** Opening Available data block **
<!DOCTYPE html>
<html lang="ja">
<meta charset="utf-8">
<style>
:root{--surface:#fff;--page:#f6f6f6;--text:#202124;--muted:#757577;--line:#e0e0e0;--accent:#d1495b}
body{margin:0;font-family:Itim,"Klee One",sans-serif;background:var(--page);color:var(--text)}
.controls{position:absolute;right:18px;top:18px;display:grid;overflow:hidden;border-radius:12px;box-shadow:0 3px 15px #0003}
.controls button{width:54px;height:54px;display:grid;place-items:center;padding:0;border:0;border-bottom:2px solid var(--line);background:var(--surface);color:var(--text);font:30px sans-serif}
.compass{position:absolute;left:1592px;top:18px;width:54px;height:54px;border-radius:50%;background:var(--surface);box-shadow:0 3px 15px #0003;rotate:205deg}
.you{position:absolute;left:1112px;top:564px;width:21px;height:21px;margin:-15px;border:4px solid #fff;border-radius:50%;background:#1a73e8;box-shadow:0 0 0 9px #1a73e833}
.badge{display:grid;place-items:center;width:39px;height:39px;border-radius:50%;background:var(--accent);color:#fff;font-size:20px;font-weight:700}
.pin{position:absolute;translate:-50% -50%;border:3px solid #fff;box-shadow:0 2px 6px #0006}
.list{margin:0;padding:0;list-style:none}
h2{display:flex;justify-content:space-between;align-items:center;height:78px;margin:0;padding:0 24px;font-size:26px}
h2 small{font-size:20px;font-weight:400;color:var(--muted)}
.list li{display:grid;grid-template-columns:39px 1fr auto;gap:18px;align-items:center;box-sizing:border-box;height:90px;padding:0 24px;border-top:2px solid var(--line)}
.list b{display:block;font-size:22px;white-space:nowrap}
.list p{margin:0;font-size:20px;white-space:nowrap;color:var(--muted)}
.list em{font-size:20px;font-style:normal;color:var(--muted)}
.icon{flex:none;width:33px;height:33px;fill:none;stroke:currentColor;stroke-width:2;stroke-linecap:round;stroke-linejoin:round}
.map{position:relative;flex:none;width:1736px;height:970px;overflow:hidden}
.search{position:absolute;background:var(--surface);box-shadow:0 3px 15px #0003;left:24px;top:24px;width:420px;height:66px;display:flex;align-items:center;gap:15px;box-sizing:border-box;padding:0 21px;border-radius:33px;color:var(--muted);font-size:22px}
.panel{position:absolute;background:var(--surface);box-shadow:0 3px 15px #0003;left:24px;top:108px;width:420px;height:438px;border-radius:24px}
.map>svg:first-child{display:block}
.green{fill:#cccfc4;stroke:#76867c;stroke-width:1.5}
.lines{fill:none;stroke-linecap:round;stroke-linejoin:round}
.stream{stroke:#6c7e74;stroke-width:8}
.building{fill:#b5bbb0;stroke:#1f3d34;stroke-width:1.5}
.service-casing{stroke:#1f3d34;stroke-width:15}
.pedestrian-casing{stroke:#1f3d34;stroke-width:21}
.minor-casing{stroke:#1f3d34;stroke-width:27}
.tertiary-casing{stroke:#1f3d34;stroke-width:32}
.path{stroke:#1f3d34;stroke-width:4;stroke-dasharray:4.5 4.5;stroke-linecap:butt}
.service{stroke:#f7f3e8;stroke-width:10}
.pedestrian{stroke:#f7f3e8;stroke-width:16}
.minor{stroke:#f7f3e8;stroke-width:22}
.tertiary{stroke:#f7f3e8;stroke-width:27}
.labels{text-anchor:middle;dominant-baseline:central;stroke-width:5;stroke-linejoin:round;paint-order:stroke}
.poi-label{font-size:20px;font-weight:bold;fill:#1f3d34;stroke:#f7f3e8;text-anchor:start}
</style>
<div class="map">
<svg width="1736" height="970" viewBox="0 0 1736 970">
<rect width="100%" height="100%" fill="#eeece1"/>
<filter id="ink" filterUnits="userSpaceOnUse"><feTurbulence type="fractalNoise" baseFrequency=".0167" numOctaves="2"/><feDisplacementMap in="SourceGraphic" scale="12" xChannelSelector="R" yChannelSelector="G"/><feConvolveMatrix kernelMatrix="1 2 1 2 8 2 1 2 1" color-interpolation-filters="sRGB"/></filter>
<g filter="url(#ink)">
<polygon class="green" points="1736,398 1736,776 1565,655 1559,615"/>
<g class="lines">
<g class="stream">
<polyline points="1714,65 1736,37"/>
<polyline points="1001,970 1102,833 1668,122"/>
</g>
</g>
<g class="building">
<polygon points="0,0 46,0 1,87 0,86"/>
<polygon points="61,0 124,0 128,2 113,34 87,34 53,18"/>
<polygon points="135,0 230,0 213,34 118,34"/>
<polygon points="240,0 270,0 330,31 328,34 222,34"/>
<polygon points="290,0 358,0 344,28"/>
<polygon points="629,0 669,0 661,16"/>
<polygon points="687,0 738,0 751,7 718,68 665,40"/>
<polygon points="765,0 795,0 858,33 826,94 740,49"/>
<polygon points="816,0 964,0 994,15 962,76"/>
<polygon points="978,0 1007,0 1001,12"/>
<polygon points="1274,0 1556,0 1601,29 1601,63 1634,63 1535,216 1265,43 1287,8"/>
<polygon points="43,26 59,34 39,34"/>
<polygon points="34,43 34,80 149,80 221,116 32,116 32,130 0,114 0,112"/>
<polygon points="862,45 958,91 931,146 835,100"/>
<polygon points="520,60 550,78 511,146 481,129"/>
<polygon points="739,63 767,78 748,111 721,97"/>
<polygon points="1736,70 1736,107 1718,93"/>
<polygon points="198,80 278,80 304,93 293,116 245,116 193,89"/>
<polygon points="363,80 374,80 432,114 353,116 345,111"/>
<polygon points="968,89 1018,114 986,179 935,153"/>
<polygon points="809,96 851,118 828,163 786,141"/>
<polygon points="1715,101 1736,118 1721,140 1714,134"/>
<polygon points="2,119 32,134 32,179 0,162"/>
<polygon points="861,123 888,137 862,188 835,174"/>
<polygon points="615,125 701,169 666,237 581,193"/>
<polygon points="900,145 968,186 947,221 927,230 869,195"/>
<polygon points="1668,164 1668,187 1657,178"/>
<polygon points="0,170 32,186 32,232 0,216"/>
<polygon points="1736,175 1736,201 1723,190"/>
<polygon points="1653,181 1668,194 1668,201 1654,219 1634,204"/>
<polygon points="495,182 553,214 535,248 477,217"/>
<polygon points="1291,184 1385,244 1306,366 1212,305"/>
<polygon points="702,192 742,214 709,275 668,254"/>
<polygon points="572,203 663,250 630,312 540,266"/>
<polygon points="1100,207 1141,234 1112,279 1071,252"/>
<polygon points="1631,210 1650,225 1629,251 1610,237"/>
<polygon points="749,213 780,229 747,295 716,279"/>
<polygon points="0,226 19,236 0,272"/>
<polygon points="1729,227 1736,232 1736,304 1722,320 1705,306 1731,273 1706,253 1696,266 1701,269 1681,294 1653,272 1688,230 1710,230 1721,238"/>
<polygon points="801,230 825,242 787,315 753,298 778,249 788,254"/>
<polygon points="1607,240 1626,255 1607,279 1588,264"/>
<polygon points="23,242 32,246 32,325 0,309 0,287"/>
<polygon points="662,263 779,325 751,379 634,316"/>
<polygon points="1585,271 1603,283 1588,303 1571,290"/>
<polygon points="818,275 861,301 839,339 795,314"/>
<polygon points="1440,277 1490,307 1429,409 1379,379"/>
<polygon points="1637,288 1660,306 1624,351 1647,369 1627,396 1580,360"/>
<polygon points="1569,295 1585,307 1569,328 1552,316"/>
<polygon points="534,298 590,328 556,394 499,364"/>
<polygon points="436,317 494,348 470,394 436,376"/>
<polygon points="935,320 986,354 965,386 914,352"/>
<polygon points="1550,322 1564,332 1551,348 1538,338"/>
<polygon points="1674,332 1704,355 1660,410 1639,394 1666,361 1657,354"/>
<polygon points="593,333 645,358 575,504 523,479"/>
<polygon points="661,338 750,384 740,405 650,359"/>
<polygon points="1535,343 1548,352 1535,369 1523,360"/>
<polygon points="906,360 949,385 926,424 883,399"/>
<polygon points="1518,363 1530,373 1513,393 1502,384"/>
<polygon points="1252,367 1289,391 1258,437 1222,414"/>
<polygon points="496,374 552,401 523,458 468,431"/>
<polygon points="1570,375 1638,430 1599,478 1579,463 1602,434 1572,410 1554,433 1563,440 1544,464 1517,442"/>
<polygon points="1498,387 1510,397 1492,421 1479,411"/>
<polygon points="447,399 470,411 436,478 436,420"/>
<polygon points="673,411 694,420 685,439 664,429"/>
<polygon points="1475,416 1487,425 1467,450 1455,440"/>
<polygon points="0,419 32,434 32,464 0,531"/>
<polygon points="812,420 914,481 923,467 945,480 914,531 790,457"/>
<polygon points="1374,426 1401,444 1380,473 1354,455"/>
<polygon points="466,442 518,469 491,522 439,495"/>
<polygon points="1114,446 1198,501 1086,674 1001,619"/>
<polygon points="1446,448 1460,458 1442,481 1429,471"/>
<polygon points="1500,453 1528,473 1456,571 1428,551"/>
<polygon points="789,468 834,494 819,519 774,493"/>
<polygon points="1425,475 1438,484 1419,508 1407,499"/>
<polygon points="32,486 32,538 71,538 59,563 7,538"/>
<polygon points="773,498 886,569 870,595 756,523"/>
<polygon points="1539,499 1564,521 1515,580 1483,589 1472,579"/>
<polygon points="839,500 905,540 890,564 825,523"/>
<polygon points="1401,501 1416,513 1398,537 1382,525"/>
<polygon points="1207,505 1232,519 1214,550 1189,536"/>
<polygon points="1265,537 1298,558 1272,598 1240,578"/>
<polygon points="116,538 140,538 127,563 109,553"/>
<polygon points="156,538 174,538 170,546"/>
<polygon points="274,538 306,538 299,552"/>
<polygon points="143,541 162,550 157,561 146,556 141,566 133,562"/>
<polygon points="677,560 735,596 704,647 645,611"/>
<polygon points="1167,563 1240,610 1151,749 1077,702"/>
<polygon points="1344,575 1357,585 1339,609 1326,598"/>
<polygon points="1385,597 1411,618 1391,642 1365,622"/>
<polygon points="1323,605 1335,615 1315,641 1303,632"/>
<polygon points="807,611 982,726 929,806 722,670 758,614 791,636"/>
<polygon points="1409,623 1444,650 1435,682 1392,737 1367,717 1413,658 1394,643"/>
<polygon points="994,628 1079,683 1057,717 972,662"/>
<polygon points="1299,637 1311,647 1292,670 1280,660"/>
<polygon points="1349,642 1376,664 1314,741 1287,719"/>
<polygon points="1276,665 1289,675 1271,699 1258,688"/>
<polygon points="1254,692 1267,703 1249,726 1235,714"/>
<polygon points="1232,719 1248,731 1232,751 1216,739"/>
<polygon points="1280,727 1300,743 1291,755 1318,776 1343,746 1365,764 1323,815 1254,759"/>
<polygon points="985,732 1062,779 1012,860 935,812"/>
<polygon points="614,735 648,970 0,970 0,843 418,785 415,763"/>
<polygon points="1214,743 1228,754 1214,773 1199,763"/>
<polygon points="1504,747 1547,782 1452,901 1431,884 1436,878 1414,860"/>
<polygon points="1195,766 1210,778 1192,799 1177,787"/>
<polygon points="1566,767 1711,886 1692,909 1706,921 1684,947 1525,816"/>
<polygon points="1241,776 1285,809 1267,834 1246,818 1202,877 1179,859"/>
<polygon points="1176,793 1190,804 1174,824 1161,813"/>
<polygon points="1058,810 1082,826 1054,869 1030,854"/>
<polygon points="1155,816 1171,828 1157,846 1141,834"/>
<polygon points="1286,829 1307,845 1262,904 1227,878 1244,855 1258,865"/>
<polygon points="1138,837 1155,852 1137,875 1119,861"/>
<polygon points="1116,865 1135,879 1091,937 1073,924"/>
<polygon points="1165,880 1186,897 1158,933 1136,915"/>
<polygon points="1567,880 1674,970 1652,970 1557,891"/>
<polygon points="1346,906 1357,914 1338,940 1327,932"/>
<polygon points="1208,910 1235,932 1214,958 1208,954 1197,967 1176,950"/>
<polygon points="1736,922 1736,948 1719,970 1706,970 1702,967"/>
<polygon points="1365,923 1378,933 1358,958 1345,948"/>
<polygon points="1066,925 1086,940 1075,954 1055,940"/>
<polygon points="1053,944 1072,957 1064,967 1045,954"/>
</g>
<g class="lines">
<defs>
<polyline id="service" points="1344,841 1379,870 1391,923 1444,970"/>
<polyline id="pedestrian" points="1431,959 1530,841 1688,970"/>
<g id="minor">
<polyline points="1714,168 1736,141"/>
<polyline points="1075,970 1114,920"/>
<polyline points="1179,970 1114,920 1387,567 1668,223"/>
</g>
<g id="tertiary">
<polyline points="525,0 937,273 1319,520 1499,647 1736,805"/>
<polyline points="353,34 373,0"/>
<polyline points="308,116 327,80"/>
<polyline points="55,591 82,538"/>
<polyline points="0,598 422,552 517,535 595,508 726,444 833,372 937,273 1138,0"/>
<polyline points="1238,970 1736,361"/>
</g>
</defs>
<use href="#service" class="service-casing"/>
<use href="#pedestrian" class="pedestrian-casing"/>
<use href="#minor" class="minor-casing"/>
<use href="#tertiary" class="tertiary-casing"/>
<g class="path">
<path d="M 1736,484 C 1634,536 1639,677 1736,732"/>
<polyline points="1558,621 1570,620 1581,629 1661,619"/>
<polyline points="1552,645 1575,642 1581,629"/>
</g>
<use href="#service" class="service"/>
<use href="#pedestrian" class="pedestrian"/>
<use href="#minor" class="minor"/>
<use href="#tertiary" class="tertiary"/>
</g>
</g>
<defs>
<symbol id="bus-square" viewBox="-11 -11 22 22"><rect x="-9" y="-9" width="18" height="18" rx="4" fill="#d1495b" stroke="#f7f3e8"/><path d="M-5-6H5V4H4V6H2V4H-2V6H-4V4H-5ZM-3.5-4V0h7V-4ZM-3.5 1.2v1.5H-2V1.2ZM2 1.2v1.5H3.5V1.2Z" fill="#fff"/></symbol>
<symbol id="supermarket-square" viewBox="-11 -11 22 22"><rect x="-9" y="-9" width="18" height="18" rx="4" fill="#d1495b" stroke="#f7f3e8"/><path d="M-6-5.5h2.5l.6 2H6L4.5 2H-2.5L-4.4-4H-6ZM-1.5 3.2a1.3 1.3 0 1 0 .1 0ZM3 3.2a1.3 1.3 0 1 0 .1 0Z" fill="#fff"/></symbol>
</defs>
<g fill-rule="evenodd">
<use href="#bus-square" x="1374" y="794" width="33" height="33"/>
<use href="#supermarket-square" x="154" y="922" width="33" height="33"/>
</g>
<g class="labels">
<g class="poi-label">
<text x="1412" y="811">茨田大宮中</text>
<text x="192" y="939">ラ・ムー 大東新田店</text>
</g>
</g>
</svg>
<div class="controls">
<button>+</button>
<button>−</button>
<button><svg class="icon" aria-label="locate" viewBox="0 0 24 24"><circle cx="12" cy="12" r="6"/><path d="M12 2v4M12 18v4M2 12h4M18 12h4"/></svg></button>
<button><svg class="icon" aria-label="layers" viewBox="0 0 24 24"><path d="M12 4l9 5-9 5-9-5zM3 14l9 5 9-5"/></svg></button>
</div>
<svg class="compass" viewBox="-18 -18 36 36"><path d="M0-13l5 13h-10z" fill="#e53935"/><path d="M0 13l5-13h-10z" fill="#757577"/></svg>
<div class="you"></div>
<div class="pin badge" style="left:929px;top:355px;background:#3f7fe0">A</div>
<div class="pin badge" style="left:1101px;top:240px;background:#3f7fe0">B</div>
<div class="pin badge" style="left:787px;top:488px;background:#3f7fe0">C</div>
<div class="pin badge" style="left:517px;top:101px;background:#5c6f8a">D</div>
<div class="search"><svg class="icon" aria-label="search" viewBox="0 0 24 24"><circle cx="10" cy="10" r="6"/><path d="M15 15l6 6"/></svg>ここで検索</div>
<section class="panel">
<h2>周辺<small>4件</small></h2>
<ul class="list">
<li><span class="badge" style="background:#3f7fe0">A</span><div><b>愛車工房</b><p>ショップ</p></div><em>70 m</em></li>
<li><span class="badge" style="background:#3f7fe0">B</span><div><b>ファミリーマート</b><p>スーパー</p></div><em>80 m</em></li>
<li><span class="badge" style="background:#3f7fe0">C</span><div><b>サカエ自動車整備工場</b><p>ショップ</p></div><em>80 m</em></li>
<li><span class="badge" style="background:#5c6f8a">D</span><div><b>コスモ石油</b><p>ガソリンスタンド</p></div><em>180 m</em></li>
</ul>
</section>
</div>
** Closing Available data block **
Scan the records for the string "nowrap" and show every line that contains it.

### Result
.list b{display:block;font-size:22px;white-space:nowrap}
.list p{margin:0;font-size:20px;white-space:nowrap;color:var(--muted)}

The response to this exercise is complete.